Debjani Das, Predictive Medicine Group, Department of Genome Biology, John Curtin School of Medical Research, Building 54C, The Australian National University, Canberra, ACT 2601, Australia. E-mail:


Nicotine, the primary addictive component of tobacco, affects the mammalian brain. Smokers' brains have smaller cortical grey matter volumes and/or lower densities compared with non-smokers'. Differences in subcortical structures like the striatum are however, less clear. A high concentration of nicotinic receptors makes the striatum a potential target for nicotine. In addition, striatal nuclei are essential components of the reward/reinforcement pathway involved in addiction. The aim of this study was to explore the relationship between striatal nuclei (caudate, putamen and nucleus accumbens area) volumes and lifetime smoking in a large community-based sample of ‘young–old’ individuals. Brain volumes were measured using a semi-automated method in 315 participants aged 64–70 years who were selected from a larger randomly sampled cohort and who consented to a magnetic resonance imaging scan.

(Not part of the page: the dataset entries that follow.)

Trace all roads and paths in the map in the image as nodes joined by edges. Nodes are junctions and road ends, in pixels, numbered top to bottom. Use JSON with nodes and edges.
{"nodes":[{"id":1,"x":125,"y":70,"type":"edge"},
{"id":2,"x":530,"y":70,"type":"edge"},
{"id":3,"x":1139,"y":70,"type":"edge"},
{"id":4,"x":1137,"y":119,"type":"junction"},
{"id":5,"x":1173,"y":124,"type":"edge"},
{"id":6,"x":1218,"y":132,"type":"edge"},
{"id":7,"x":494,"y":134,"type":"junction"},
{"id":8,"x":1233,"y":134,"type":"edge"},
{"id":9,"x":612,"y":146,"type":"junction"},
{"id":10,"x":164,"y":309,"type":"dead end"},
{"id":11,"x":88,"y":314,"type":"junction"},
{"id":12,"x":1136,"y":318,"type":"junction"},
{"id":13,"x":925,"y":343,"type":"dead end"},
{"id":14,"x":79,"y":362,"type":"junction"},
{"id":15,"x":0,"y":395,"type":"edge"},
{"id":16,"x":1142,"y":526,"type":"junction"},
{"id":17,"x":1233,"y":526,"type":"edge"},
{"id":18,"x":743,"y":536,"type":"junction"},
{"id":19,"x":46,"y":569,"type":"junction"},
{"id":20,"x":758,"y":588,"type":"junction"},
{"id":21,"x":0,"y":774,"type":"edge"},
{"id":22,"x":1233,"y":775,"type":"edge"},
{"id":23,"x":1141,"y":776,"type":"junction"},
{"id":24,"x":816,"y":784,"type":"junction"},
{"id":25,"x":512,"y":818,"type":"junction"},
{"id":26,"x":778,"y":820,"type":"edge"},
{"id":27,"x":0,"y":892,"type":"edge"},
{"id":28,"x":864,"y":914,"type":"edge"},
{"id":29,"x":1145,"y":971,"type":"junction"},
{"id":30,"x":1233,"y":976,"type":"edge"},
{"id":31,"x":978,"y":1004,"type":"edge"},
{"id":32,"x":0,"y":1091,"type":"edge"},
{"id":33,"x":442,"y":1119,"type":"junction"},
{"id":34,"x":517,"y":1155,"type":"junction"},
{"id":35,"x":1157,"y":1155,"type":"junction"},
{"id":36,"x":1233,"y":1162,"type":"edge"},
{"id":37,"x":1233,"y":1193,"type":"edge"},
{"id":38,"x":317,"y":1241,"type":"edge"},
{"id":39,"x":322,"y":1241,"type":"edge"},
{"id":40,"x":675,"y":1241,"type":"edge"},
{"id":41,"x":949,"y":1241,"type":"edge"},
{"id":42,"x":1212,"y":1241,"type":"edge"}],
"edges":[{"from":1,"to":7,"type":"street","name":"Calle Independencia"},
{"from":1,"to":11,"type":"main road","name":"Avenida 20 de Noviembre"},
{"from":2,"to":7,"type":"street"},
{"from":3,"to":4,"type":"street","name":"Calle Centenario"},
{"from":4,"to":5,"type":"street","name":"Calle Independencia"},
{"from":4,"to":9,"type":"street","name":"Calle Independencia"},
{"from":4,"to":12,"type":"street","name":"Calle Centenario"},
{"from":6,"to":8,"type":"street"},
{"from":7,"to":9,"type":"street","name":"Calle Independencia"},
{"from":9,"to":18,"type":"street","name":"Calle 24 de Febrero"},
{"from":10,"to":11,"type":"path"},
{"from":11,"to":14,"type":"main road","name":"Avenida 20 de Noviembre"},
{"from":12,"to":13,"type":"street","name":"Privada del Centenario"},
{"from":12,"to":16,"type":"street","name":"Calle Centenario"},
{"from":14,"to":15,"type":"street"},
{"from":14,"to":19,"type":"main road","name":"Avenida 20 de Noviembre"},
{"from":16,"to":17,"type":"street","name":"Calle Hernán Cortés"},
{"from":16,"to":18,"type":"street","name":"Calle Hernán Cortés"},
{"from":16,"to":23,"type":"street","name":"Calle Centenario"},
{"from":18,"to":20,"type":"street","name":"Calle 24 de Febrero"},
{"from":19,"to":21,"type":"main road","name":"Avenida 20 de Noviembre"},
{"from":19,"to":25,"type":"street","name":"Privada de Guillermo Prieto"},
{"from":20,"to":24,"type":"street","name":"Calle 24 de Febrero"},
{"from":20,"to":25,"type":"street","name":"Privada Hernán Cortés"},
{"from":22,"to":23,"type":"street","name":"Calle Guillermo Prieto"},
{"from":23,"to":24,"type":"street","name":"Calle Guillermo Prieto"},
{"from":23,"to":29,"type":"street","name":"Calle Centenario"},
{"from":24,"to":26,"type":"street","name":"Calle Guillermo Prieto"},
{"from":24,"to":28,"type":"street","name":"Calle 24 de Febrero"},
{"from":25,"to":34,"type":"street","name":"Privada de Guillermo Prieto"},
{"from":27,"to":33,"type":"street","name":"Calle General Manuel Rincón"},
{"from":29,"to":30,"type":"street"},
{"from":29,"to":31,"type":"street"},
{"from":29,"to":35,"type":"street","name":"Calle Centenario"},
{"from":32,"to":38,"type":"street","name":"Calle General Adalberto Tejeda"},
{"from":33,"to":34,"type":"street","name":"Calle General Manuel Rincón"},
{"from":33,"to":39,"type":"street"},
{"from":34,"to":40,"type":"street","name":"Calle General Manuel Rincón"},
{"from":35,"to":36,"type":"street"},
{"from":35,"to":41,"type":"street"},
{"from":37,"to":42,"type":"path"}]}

Multiple regression analysis was used to assess the relationship between striatal volumes and cigarette smoking measures while controlling for age, sex, intracranial and total brain volumes and general physical and mental health measures. Greater lifetime use of cigarettes (measured in pack-years) was associated with smaller left nucleus accumbens area volume (P = 0.018) and larger left putamen volume (P = 0.025). Greater putaminal volume was also associated with a lower age at smoking initiation (P = 0.004). In this generally healthy cohort, lifetime use of cigarettes is significantly associated with striatal volume measures. These changes could indicate predisposing factors for nicotine addiction, or an effect of chronic nicotine exposure or a combination of both.